Drive already mounted at /content/drive; to attempt to forcibly remount, call drive.mount("/content/drive", force_remount=True).


In [2]:
import tensorflow as tf
import numpy as np
import random

In [3]:
MAX_DOC_LENGTH = 500
NUM_CLASSES = 20

In [4]:
class DataReader:
    def __init__(self, data_path, batch_size):
        self._batch_size = batch_size
        with open(data_path, encoding='latin-1') as f:
            d_lines = f.read().splitlines()

        self._data = []
        self._labels = []
        self._sentence_lengths = []
        self._final_tokens = []

        for data_id, line in enumerate(d_lines):
            features = line.split('<fff>')
            label, doc_id, sentence_length = int(features[0]), int(features[1]), int(features[2])
            tokens = features[3].split()

            self._data.append(tokens)
            self._labels.append(label)
            self._sentence_lengths.append(sentence_length)
            self._final_tokens.append(tokens[-1])

        self._data = np.array(self._data)
        self._labels = np.array(self._labels)
        self._sentence_lengths = np.array(self._sentence_lengths)
        self._final_tokens = np.array(self._final_tokens)
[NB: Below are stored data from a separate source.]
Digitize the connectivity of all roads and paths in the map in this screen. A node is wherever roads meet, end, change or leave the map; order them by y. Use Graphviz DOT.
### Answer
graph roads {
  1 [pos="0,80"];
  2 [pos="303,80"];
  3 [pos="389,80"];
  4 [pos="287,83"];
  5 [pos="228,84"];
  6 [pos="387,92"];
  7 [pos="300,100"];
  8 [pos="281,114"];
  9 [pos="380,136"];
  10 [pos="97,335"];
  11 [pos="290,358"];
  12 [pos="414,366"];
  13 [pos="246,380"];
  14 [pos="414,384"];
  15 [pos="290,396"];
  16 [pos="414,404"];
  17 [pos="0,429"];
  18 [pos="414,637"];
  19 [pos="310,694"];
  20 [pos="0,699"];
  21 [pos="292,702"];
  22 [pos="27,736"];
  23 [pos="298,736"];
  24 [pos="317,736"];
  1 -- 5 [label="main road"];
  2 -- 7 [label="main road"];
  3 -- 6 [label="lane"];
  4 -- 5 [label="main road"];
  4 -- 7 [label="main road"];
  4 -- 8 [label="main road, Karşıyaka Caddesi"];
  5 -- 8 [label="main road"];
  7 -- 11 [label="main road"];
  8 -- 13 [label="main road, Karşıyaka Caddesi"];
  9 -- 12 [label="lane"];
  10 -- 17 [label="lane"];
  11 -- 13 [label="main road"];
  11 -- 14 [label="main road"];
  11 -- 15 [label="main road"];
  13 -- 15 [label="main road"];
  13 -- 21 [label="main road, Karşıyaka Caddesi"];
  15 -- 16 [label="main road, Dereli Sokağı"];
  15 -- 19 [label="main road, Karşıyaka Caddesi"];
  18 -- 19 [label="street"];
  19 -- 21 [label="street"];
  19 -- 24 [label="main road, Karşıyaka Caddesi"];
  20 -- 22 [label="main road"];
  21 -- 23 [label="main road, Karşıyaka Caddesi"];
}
        self._num_epoch = 0
        self._batch_id = 0

    def next_batch(self):
        start = self._batch_id * self._batch_size
        end = start + self._batch_size
        self._batch_id += 1

        if end + self._batch_size > len(self._data):
            end = len(self._data)
            start = end - self._batch_size

            self._num_epoch += 1
            self._batch_id = 0

            indices = list(range(len(self._data)))
            random.seed(2021)
            random.shuffle(indices)
            self._data, self._labels = self._data[indices], self._labels[indices]
            self._sentence_lengths = self._sentence_lengths[indices]
            self._final_tokens = self._final_tokens[indices]
        return self._data[start:end], self._labels[start:end], self._sentence_lengths[start:end], self._final_tokens[start:end]

In [5]:
class RNN:
    def __init__(self, vocab_size, embedding_size, lstm_size, batch_size):
        self._vocab_size = vocab_size
        self._embedding_size = embedding_size
        self._lstm_size = lstm_size
        self._batch_size = batch_size

        self._data = tf.compat.v1.placeholder(tf.int32, shape=[batch_size, MAX_DOC_LENGTH])
        self._labels = tf.compat.v1.placeholder(tf.int32, shape=[batch_size, ])
        self._sentence_lengths = tf.compat.v1.placeholder(tf.int32, shape=[batch_size, ])
        self._final_token = tf.compat.v1.placeholder(tf.int32, shape=[batch_size, ])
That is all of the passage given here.